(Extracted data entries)
##########
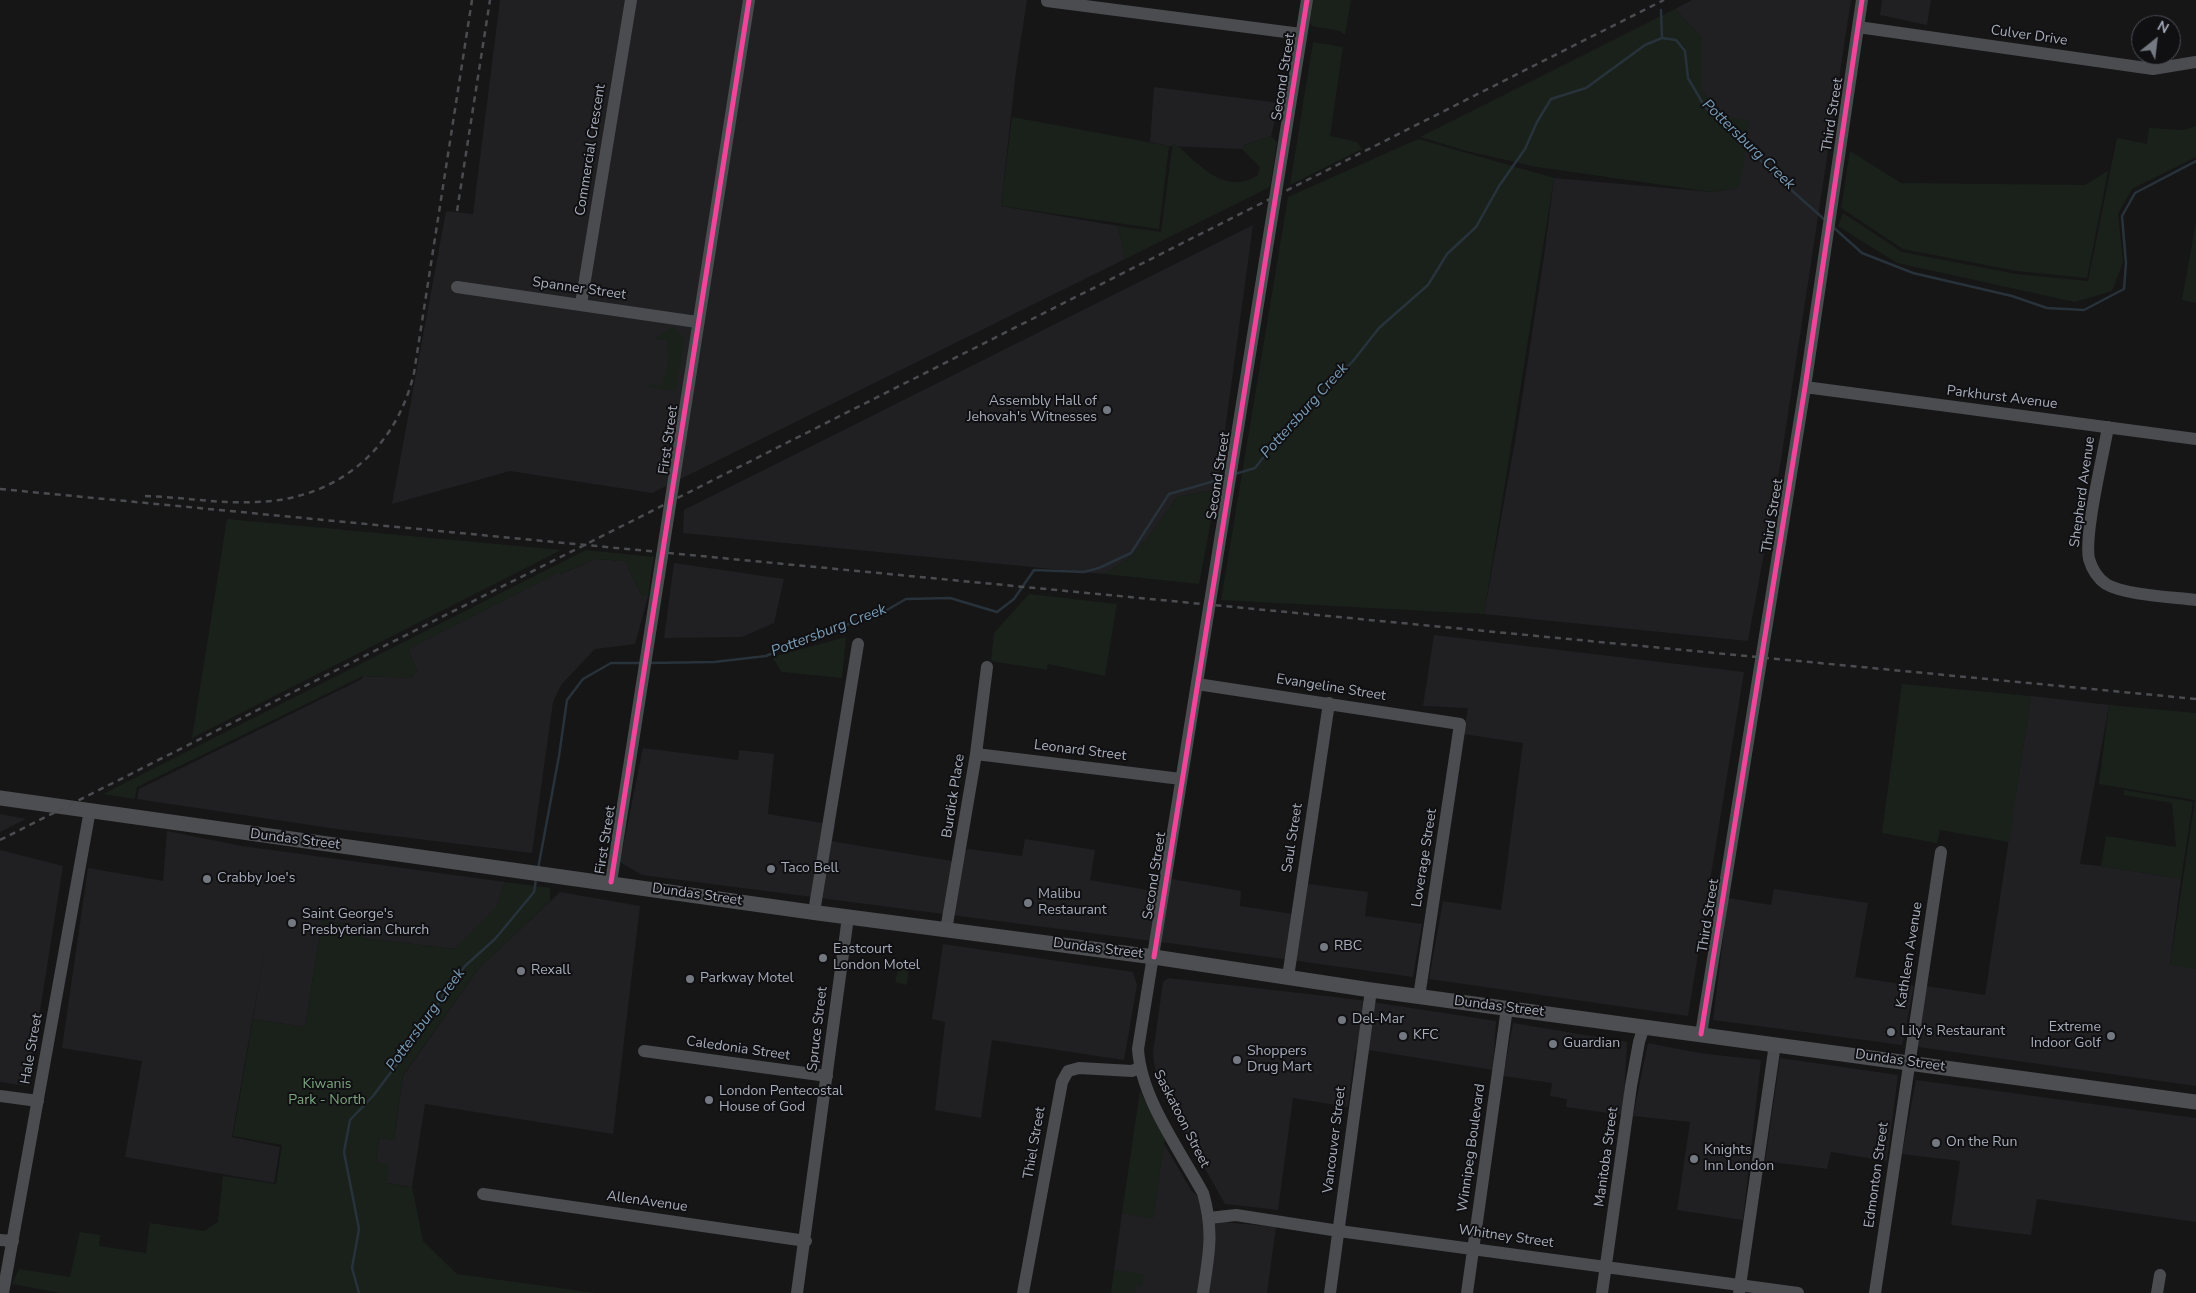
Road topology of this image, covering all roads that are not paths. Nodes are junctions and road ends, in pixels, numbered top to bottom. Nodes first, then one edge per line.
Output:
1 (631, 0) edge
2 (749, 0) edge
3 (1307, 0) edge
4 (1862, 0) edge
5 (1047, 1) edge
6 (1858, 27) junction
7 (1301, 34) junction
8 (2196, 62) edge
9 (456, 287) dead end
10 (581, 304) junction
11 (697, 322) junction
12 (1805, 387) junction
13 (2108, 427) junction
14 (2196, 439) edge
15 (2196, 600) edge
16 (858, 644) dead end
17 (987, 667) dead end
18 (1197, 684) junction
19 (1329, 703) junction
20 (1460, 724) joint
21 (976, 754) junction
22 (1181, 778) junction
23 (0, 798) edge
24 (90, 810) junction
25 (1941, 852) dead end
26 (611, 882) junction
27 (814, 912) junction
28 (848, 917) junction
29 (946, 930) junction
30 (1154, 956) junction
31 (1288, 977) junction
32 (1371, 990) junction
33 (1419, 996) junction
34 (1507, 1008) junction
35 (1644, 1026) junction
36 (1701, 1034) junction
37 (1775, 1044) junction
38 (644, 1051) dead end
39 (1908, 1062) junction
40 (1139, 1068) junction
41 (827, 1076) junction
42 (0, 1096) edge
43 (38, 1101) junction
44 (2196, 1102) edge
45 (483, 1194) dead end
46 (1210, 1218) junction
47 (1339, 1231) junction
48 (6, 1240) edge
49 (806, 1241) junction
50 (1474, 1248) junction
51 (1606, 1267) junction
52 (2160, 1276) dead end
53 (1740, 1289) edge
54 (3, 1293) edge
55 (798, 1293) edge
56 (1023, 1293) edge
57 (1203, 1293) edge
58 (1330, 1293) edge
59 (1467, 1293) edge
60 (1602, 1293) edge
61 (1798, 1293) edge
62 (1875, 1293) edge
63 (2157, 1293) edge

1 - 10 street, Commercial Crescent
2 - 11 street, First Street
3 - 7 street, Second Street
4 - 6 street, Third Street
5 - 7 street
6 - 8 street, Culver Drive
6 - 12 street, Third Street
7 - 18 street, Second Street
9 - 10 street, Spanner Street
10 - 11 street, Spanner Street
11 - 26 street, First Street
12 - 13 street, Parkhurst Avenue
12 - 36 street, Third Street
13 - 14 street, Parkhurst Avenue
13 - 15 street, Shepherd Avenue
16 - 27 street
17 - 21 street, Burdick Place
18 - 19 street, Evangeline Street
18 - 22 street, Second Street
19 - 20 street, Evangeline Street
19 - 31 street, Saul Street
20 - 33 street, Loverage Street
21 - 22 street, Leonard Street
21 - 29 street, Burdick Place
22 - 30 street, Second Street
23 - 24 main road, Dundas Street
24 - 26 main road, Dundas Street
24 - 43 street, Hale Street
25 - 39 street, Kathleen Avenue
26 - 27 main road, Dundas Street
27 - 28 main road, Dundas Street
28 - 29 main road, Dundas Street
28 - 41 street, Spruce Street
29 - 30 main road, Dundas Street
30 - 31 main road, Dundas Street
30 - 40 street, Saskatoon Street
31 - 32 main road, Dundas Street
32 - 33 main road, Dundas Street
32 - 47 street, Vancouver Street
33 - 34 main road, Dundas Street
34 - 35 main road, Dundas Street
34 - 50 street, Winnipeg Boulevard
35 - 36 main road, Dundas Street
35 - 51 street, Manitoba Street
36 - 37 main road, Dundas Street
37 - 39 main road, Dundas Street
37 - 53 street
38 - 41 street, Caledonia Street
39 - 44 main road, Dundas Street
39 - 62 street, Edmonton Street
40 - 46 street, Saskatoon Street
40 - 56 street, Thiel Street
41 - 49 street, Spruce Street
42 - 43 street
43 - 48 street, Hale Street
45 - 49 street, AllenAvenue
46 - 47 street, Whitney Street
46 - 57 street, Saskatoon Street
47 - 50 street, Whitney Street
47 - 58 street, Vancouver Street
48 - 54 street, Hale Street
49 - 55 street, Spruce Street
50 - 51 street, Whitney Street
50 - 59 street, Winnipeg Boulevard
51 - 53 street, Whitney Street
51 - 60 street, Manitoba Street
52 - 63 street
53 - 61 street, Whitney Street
##########
What to produce: Looking at the records above, which lines contain "Winnipeg"? Copy those lines.

Task output:
34 - 50 street, Winnipeg Boulevard
50 - 59 street, Winnipeg Boulevard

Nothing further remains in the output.